Your goal: Copy out all lines from the entries below in which "roads" occurs.

[Collected data entries]

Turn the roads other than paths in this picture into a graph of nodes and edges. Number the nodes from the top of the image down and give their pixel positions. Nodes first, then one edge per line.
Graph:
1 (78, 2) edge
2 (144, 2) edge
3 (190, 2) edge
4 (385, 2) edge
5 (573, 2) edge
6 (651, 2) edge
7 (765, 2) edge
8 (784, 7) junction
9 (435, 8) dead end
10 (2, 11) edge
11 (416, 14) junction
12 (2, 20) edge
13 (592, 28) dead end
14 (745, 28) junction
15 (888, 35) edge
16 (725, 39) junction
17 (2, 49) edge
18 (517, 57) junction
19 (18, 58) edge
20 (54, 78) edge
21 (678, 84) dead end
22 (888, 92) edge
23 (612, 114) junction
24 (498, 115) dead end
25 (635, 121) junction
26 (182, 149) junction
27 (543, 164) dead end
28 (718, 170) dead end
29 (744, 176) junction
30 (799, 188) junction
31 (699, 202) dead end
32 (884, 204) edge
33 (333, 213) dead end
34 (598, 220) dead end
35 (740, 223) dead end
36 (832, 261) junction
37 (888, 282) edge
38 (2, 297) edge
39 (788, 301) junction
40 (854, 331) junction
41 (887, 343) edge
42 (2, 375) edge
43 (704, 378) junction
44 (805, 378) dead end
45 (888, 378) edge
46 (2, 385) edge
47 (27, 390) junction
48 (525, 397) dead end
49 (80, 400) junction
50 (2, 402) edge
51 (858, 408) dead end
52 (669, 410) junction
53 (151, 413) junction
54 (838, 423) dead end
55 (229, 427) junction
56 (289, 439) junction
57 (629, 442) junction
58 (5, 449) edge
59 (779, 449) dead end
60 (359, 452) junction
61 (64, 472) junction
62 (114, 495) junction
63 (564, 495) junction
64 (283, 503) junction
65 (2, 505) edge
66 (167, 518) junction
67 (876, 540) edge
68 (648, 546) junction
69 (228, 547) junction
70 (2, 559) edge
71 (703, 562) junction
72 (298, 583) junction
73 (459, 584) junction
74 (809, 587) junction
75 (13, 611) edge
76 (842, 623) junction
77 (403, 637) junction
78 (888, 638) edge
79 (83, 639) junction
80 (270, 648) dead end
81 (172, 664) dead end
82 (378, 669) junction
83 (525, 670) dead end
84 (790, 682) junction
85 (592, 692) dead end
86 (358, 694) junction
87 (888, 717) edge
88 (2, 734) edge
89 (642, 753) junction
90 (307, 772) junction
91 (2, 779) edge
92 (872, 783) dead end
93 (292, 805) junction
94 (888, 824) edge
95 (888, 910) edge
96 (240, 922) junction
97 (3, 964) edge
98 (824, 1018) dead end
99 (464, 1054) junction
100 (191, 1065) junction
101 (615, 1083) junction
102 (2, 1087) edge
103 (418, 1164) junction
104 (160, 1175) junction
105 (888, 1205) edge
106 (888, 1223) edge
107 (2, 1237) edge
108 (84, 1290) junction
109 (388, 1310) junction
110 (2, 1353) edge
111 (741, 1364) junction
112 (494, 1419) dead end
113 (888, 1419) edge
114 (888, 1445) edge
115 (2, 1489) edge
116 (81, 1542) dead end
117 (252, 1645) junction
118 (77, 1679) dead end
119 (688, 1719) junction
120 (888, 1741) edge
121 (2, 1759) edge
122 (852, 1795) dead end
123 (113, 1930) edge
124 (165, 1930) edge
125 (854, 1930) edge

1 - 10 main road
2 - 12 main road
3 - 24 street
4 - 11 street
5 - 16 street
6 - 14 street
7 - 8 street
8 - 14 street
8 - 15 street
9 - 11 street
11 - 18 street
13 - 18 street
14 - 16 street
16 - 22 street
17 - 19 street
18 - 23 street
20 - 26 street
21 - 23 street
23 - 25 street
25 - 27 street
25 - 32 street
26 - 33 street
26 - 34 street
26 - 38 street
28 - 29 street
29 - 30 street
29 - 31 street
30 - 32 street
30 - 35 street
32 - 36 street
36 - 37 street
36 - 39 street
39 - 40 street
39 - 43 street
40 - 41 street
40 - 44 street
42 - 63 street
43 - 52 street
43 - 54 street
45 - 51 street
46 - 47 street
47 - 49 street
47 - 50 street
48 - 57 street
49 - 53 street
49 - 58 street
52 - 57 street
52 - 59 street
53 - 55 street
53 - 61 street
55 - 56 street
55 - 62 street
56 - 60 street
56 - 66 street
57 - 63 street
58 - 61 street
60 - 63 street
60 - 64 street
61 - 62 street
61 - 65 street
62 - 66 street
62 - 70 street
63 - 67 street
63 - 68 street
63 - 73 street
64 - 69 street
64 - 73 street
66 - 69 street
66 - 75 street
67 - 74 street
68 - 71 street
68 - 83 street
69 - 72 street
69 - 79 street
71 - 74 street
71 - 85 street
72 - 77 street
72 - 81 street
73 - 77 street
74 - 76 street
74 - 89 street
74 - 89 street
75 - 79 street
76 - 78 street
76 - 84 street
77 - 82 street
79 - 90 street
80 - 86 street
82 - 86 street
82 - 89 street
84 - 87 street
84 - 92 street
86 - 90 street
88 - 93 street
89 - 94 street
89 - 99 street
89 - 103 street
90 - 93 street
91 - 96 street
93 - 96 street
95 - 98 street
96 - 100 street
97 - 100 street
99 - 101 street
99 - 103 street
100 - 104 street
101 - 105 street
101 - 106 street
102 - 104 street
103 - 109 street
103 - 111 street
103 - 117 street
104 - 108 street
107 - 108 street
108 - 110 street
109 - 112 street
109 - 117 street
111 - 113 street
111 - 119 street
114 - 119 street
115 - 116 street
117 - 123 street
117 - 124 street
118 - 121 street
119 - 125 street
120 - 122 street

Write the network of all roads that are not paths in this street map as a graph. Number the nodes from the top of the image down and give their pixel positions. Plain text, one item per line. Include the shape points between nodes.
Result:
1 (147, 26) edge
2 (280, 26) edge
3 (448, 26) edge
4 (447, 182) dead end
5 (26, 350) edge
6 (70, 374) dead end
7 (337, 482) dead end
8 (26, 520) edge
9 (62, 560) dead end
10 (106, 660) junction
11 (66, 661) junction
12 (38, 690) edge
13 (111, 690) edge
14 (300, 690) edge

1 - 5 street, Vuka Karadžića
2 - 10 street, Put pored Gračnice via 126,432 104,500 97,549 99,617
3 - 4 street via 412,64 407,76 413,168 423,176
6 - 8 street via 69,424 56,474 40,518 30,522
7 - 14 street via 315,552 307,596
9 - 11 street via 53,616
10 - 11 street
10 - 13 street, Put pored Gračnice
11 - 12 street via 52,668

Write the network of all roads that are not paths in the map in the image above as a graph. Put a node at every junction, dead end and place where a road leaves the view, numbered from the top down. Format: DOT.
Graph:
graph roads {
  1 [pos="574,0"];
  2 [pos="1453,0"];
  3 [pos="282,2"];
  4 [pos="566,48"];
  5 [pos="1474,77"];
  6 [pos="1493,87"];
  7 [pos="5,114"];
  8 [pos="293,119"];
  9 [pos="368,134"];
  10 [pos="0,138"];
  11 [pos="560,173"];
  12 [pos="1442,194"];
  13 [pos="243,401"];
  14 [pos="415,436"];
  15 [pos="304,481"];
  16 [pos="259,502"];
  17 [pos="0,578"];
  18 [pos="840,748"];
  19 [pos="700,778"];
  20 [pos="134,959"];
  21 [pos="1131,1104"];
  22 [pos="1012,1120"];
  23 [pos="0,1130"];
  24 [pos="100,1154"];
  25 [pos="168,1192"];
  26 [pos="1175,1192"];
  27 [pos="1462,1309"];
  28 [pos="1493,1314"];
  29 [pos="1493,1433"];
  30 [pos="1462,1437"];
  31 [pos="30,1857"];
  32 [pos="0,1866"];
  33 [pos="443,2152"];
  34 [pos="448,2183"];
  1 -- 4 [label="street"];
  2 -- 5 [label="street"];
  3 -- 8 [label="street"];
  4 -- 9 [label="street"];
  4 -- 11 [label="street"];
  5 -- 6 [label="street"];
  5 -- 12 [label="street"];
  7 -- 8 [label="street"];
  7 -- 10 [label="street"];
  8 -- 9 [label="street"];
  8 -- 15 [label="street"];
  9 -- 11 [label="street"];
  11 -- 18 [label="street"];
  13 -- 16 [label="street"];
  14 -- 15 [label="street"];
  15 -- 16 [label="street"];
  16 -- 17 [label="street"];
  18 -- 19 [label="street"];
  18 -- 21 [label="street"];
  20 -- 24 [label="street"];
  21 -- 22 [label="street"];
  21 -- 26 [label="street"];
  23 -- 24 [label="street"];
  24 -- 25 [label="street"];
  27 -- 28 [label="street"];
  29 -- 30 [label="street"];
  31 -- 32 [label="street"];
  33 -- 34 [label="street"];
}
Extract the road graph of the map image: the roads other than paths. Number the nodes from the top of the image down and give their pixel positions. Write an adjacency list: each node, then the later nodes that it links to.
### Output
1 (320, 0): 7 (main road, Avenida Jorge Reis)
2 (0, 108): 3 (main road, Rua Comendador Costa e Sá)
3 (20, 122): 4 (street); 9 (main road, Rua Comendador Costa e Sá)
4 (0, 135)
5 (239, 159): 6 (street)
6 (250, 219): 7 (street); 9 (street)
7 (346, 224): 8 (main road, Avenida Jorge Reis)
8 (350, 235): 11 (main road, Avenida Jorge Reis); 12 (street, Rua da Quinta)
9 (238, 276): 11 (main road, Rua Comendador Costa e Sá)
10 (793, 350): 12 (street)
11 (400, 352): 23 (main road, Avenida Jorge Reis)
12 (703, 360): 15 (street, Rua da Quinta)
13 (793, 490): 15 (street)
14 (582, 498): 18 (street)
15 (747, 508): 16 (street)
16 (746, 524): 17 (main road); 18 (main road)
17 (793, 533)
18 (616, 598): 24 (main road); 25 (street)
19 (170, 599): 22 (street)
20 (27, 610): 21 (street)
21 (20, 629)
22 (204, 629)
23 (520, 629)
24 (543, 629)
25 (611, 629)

Output:
Turn the roads other than paths in this picture into a graph of nodes and edges. Number the nodes from the top of the image down and give their pixel positions. Nodes first, then one edge per line.
Write the network of all roads that are not paths in this street map as a graph. Number the nodes from the top of the image down and give their pixel positions. Plain text, one item per line. Include the shape points between nodes.
Write the network of all roads that are not paths in the map in the image above as a graph. Put a node at every junction, dead end and place where a road leaves the view, numbered from the top down. Format: DOT.
graph roads {
Extract the road graph of the map image: the roads other than paths. Number the nodes from the top of the image down and give their pixel positions. Write an adjacency list: each node, then the later nodes that it links to.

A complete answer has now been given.